BEGIN MATERIAL TO PROCESS

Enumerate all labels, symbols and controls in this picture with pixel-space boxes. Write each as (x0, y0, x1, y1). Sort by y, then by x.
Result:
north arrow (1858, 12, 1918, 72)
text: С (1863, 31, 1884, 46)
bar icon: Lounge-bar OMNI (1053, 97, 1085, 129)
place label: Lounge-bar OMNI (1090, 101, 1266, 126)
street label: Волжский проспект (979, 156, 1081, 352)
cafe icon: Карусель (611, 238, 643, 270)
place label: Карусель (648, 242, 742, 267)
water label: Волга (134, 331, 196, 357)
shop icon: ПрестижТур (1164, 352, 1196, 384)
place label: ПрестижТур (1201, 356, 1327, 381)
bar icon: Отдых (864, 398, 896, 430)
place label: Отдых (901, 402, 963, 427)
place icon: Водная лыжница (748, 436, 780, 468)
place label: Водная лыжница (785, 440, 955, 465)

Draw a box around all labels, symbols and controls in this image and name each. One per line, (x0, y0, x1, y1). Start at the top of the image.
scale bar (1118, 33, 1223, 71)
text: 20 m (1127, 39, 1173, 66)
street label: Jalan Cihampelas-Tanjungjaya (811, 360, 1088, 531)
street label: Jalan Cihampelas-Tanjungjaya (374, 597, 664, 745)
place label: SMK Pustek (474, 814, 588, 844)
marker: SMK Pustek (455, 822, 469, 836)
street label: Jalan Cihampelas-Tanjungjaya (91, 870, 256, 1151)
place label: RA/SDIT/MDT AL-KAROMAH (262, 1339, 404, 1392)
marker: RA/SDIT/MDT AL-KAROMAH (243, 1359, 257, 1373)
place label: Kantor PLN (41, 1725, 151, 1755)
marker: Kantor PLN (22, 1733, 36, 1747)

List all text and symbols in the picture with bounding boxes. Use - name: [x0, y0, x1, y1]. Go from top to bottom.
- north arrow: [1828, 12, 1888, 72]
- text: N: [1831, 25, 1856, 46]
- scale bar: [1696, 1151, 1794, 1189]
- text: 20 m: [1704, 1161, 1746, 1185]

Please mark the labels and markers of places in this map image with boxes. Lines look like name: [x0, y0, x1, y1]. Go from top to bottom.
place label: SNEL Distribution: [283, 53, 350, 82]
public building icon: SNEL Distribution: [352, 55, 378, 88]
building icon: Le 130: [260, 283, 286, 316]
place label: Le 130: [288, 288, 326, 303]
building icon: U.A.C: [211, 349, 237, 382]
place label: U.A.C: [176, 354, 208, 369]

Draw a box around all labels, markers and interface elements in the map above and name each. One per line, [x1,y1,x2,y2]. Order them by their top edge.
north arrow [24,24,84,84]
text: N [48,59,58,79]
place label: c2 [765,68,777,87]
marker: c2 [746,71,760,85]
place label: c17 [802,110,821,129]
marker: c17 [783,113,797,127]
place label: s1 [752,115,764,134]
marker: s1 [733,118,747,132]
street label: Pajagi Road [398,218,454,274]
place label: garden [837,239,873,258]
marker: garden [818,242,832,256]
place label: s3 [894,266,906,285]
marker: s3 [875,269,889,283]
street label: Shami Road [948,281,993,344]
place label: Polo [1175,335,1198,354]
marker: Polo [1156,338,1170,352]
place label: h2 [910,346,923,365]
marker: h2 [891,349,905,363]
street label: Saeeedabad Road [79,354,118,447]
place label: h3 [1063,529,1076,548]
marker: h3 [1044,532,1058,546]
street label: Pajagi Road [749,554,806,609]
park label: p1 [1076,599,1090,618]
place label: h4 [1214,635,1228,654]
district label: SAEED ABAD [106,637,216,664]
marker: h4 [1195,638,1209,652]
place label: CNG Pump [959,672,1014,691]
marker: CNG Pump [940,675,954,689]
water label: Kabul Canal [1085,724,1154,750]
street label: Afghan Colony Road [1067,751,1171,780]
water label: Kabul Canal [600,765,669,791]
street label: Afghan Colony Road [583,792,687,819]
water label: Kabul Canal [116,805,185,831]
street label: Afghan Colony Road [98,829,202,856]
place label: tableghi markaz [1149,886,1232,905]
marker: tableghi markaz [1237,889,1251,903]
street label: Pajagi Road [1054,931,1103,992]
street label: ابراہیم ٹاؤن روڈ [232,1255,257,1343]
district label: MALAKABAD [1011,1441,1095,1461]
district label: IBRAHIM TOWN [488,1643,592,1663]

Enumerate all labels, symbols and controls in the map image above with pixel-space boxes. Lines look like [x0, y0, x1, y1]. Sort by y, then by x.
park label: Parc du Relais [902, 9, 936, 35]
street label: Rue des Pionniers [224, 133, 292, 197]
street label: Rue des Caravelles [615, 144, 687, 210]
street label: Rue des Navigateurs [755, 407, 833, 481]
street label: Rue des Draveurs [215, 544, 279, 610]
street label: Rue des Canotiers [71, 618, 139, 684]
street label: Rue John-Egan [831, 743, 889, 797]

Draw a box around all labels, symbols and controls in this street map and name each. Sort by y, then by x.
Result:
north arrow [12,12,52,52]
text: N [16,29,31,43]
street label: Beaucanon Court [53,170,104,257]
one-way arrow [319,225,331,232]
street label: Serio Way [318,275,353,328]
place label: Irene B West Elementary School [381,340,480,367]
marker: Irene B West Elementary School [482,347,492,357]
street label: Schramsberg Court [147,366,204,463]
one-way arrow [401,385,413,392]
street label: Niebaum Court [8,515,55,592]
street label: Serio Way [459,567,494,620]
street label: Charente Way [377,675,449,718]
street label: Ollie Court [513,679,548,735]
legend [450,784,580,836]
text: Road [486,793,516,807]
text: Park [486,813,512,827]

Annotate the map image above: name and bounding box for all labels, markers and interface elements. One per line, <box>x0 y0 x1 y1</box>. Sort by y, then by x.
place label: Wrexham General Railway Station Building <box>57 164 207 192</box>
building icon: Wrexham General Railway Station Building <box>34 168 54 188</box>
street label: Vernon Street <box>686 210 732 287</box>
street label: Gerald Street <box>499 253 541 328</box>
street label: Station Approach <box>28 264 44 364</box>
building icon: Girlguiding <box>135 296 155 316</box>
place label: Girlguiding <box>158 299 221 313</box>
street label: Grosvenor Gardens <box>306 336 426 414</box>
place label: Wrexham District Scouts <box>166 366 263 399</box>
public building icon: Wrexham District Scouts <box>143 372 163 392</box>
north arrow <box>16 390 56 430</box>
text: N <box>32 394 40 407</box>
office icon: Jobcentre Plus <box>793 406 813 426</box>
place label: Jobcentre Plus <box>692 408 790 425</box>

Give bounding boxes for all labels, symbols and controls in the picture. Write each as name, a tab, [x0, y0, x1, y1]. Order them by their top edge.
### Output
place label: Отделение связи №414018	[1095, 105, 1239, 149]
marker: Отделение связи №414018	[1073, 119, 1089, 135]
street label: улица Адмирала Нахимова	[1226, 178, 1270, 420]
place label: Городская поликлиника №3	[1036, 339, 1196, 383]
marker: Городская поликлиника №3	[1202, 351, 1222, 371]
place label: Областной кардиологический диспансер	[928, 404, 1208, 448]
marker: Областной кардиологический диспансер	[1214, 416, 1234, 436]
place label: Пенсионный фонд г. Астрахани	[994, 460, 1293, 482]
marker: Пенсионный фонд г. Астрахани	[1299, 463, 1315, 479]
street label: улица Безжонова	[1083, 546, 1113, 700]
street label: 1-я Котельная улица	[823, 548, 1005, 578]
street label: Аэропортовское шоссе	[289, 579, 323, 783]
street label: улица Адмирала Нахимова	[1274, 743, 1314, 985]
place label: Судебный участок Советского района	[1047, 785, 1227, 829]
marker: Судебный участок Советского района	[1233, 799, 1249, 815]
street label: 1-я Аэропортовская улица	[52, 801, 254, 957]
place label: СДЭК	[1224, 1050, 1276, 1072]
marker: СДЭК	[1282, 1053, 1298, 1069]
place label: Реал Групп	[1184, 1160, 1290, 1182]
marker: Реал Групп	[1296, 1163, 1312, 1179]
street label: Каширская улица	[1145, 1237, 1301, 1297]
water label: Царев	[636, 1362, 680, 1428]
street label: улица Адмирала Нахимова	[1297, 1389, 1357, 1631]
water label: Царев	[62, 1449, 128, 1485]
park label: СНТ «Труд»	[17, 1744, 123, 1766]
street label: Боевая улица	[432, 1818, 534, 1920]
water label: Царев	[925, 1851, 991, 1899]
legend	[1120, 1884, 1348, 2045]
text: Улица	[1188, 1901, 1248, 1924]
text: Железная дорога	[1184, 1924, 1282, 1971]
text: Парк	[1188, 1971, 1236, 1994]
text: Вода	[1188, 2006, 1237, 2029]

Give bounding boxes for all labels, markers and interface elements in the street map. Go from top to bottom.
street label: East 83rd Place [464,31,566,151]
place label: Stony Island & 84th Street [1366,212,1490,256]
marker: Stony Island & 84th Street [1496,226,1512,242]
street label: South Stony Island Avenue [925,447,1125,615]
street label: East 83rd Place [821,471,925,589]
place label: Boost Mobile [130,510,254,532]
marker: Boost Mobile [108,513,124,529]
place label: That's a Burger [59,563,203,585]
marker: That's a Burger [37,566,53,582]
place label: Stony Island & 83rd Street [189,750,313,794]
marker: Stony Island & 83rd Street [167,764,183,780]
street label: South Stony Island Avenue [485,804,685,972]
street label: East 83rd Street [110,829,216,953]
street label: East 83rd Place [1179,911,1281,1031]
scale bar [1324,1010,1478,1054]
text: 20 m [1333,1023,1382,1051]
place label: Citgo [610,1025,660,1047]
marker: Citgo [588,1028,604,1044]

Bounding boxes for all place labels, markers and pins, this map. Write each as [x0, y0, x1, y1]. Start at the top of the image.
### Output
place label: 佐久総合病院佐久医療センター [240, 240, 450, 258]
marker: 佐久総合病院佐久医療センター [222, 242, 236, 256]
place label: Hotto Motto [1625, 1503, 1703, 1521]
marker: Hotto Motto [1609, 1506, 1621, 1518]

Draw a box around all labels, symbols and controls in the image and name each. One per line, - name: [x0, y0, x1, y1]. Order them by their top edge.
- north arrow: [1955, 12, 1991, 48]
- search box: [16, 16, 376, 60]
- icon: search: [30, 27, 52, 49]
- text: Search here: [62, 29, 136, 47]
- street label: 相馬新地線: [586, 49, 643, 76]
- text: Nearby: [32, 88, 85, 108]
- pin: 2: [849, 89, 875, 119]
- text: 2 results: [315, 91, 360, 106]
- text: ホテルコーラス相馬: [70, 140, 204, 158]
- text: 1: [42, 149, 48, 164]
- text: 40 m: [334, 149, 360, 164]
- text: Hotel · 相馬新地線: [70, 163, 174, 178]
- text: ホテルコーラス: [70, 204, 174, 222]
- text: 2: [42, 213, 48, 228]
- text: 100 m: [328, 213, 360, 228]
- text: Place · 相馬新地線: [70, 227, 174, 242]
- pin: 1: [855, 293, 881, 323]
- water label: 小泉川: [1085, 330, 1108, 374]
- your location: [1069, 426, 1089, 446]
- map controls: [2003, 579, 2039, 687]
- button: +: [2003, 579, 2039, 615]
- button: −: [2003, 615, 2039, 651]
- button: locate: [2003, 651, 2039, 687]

END MATERIAL TO PROCESS

TASK DETAILS —
Check each line above for the string "Write" and copy the ones that have it.

EXERCISE RESULT —
Enumerate all labels, symbols and controls in this picture with pixel-space boxes. Write each as (x0, y0, x1, y1). Sort by y, then by x.
Give bounding boxes for all labels, symbols and controls in the picture. Write each as name, a tab, [x0, y0, x1, y1]. Order them by their top edge.
Bounding boxes for all place labels, markers and pins, this map. Write each as [x0, y0, x1, y1]. Start at the top of the image.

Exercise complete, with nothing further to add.